Я пробормотал несколько сочувственных слов. Свое сочувствие я мог выразить только общими фразами, потому что я не знал, чем его обидели правители, которые, подобно метеорам, время от времени появляются на нашем небосклоне.
— Последний раз мне удалось продать седло, — продолжал обиженный, — тому турецкому паше, который приехал сюда год тому назад. Он с легкостью заплатил мне за него пятьсот долларов. Я спросил его палача или секретаря — он походил не то на румына, не то на китайца — «его турецкое величество любит, значит, лошадей?»
— Он? — сказал секретарь. — И не думает. У него в гареме толстая, жирная жена, которую зовут Бад-Дора и которую он не любит. Я думаю, он намеревается ее оседлать и ездить на ней каждый день взад и вперед по дорожкам Бульбульского леса. Нет ли у вас парочки особенно длинных шпор, которые вы могли бы приложить нам к покупке? — Так вот, сэр. В наше время среди королей очень мало отважных всадников.
Как только Лукулл Польк немного успокоился, я его подхватил и соблазнил его пойти со мною в прохладный уголок кафе. Для этого мне потребовалось не больше усилий, чем для того, чтобы убедить утопающего схватиться за соломинку.
И когда после долгого ожидания официанты поставили перед нами пиво, Лукулл Польк вдохновился и приступил к изложению причин, почему он осаждает приемные кабинеты иностранных владык.
— Слышали ли вы когда-нибудь о железнодорожной компании в Техасе? Ну, про нее нельзя сказать, что она благотворительное общество для оказания помощи актерам. Я одно время разъезжал по западным деревушкам с летней труппой актеров из того сорта, которые жуют слова, как табак Конечно, наше предприятие лопнуло, когда субретка убежала с имевшим шумный успех бивильским[16] цирюльником. Я не знаю, что сталось с остальной труппой. Я их видел в последний раз, когда я им заявил, что в кассе нашего предприятия было сорок три цента. Правда, я их никогда после этого не видел, но я слышал их еще целых двадцать минут из леса, куда я бежал от их преследований. После наступления темноты я вышел из засады и обратился к агенту железнодорожной компании с просьбой переправить меня бесплатно в ближайший город. Он, от лица всей железнодорожной компании, рассыпался передо мною в любезностях, но посоветовал мне, однако, не садиться в вагон без билета.

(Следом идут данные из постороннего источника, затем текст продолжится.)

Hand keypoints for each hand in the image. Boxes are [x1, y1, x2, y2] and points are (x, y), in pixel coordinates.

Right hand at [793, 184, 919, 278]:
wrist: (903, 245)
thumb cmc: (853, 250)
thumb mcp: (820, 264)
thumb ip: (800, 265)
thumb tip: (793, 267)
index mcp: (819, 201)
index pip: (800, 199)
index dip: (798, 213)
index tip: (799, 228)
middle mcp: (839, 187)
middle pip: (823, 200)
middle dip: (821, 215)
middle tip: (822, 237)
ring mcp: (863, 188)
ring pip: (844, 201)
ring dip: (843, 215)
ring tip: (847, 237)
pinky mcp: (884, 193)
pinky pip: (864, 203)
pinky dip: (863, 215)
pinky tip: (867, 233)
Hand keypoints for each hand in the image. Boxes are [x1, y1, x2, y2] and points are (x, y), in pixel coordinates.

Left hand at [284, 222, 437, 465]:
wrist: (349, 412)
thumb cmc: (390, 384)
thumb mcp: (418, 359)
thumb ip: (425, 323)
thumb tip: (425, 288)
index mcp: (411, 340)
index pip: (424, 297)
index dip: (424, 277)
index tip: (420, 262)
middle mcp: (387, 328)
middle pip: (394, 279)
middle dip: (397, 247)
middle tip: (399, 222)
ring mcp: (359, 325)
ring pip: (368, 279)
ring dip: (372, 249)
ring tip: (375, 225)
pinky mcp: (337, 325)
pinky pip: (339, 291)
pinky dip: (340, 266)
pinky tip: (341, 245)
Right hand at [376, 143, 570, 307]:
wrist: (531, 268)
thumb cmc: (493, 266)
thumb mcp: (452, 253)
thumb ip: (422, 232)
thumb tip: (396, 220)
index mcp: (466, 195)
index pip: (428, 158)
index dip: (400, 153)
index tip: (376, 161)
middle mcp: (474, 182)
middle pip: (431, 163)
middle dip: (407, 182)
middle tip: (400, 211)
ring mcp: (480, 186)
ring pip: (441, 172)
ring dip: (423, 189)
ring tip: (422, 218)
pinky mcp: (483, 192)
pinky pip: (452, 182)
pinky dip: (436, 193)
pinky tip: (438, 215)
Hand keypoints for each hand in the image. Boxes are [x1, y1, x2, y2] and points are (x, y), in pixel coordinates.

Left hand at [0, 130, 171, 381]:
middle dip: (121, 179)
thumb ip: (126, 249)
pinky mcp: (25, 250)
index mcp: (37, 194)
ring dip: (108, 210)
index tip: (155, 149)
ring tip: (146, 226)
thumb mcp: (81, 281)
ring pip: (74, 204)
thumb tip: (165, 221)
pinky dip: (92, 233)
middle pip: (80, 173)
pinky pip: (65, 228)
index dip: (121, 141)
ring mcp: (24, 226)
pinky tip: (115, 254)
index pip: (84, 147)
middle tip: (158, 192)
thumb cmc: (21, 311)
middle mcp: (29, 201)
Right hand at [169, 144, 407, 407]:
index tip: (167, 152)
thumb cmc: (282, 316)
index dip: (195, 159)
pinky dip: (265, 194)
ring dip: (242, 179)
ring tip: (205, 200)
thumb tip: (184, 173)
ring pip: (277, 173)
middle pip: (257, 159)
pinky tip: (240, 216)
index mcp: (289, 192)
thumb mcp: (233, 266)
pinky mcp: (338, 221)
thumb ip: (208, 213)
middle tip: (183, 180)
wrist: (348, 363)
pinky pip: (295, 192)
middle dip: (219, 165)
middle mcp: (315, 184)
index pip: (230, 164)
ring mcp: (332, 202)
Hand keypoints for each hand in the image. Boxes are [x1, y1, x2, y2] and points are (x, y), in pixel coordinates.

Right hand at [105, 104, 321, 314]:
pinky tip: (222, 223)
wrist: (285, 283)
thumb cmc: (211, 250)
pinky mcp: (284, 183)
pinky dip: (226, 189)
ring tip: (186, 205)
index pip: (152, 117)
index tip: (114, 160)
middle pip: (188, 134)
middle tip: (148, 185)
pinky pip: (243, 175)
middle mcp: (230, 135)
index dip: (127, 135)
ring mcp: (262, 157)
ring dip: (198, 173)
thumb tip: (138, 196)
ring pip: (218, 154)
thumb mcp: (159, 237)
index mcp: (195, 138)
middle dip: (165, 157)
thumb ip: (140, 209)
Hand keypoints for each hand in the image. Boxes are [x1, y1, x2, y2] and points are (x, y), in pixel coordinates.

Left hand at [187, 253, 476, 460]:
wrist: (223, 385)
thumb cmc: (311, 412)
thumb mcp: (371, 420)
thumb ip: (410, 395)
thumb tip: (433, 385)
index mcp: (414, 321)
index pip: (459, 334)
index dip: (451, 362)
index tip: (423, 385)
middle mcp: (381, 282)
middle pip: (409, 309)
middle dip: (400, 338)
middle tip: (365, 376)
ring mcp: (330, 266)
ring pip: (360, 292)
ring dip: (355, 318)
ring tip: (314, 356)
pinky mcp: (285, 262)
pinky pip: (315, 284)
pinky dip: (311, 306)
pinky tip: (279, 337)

Около десяти часов следующего утра я по шпалам дошел до станции Атаскоза-Сити. Я купил себе завтрак на тридцать центов и десятицентовую ситару и стоял на главной улице, побрякивая в кармане оставшимися тремя пенни. Я вконец обанкротился. Положение человека в Техасе, у которого в кармане только три цента, нисколько не лучше положения человека, у которого три цента долга.
Один из любимейших трюков судьбы — лишить человека последнего доллара так быстро, чтобы тот не имел даже возможности хорошенько посмотреть на него. И вот я стоял в шикарном костюме из Сан-Луи, в синюю и зеленую клетку, с восемнадцатикаратовым фальшивым брильянтом в булавке, а в перспективе — ничего.
Внезапно в то время, как я стоял на краю деревянного тротуара, с неба упала вниз на середину улицы пара чудных золотых часов. Одни часы попали в кучу грязи и завязли в ней. Другие упали на твердую землю, раскрылись, и из них посыпались пружины, колеса и винтики. Я взглянул наверх, ища аэроплана или тому подобное. Но я ничего не увидел, а потому сошел с тротуара, чтобы произвести расследование.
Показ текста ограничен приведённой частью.